Start of Provided information

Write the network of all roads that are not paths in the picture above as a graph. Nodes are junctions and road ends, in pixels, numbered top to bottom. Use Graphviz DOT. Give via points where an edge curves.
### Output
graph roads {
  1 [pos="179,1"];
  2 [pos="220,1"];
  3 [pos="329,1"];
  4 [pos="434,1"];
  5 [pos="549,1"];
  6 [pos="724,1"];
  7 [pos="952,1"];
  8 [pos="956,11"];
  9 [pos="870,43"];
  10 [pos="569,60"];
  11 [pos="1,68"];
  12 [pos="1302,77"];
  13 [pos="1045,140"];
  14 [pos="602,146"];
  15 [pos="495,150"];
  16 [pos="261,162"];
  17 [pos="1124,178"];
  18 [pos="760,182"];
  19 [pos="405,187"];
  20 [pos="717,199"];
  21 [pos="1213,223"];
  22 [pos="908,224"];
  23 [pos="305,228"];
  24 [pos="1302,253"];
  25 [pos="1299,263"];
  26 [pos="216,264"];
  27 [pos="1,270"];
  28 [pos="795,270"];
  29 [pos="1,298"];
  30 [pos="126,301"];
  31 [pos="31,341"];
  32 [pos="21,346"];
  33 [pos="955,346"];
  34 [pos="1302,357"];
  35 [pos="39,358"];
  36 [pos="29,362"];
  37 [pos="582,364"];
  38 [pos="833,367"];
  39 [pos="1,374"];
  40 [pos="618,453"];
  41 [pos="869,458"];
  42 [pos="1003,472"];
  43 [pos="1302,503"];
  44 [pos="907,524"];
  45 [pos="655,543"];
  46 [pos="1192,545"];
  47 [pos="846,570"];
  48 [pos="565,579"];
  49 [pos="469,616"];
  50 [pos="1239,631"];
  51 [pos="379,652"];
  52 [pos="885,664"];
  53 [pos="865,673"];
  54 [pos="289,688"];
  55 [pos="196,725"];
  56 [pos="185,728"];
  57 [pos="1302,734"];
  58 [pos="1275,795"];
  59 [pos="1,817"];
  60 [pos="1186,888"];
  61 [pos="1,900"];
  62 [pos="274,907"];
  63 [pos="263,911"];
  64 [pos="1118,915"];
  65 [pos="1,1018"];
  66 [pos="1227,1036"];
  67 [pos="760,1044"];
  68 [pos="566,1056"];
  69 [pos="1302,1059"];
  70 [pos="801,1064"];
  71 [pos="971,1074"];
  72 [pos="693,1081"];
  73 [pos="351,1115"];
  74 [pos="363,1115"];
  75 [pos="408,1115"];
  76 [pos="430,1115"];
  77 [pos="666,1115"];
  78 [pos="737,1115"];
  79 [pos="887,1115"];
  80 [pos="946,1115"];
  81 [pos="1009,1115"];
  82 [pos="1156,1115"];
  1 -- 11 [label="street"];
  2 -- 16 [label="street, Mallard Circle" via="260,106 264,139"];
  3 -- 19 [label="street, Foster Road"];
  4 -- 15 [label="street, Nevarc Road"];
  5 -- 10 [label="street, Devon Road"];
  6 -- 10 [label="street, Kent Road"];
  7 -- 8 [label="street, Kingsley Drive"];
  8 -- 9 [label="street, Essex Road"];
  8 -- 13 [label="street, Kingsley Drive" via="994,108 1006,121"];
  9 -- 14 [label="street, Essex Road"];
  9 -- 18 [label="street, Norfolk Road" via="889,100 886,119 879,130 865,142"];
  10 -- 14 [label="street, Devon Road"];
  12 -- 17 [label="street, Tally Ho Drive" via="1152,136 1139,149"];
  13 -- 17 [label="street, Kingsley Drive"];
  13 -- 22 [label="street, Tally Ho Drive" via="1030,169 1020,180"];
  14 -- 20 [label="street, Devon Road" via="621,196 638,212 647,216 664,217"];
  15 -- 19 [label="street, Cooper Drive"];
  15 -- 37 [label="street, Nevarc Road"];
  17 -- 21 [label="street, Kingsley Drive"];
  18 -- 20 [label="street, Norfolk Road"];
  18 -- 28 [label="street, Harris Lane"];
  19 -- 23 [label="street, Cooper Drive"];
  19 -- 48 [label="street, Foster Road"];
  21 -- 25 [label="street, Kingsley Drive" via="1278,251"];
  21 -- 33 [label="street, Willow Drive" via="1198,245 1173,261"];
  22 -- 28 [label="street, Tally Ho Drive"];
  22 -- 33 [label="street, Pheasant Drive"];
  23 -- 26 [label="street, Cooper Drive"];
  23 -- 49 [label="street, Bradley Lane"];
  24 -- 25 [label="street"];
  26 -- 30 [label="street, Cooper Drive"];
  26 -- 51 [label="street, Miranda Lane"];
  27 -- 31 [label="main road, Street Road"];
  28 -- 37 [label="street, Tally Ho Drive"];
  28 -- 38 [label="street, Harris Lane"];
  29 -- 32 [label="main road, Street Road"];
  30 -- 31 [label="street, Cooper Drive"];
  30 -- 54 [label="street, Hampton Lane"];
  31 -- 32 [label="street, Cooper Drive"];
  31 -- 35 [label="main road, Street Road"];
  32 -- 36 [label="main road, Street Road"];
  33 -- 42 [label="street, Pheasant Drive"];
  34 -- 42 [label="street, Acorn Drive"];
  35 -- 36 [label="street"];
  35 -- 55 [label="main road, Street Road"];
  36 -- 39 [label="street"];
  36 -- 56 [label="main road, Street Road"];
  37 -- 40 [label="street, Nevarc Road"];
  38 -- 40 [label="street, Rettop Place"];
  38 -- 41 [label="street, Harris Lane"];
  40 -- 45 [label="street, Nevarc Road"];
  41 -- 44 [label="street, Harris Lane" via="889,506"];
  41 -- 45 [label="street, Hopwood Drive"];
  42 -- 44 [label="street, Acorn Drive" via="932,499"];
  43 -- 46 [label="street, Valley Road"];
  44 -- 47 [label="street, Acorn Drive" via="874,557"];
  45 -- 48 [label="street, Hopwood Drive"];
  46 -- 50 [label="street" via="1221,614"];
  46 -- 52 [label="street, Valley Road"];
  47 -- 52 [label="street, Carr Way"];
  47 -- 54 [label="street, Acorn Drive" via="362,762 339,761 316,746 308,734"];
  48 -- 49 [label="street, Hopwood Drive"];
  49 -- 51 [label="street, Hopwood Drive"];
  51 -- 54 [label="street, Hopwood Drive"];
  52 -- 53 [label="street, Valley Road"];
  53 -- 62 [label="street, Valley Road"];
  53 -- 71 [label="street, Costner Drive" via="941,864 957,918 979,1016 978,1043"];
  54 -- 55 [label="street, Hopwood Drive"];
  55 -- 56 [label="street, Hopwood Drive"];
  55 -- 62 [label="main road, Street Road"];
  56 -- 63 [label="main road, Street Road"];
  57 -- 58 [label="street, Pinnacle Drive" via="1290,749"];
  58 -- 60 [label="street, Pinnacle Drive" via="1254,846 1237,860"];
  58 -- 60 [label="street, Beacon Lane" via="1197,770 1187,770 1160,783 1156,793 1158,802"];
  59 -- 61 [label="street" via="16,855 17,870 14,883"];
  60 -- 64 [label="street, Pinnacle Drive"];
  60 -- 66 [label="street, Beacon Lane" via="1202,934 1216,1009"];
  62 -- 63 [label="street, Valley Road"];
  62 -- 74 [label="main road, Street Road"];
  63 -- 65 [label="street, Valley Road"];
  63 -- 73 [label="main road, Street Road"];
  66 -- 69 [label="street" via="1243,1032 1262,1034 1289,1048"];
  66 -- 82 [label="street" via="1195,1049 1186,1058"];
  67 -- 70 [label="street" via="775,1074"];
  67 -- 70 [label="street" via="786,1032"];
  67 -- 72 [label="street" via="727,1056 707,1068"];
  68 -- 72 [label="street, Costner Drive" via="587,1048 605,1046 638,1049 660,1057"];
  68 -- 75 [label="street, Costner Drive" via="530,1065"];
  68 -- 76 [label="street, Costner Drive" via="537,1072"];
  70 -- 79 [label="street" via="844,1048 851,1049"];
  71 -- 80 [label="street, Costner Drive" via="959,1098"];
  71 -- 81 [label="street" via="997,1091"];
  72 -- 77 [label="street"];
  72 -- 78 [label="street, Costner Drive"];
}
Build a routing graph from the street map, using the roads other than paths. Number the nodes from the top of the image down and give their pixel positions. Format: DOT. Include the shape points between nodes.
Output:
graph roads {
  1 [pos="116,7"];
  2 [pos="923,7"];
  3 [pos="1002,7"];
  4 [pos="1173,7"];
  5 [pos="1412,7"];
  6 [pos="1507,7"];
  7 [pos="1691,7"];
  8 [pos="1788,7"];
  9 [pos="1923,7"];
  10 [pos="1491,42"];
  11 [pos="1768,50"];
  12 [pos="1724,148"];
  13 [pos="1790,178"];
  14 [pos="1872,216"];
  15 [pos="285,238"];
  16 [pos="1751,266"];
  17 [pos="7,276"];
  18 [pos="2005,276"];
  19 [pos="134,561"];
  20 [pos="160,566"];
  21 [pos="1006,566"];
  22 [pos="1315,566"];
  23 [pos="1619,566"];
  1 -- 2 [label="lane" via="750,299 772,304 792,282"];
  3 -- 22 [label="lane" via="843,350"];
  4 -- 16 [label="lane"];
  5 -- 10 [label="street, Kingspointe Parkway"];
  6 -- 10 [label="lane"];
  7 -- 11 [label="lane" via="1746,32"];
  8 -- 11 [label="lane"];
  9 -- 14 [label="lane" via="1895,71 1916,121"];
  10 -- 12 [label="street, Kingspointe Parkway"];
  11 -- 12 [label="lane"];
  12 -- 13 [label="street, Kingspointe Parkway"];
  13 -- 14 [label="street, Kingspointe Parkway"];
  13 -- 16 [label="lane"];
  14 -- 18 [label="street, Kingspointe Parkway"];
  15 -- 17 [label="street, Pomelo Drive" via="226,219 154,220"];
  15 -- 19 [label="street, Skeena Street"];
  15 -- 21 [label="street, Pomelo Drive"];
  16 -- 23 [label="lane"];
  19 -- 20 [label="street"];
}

End of Provided information

What you have to do:
Every line in the records above that contains the word "Parkway" is to be copied out.

Answer to this problem:
  5 -- 10 [label="street, Kingspointe Parkway"];
  10 -- 12 [label="street, Kingspointe Parkway"];
  12 -- 13 [label="street, Kingspointe Parkway"];
  13 -- 14 [label="street, Kingspointe Parkway"];
  14 -- 18 [label="street, Kingspointe Parkway"];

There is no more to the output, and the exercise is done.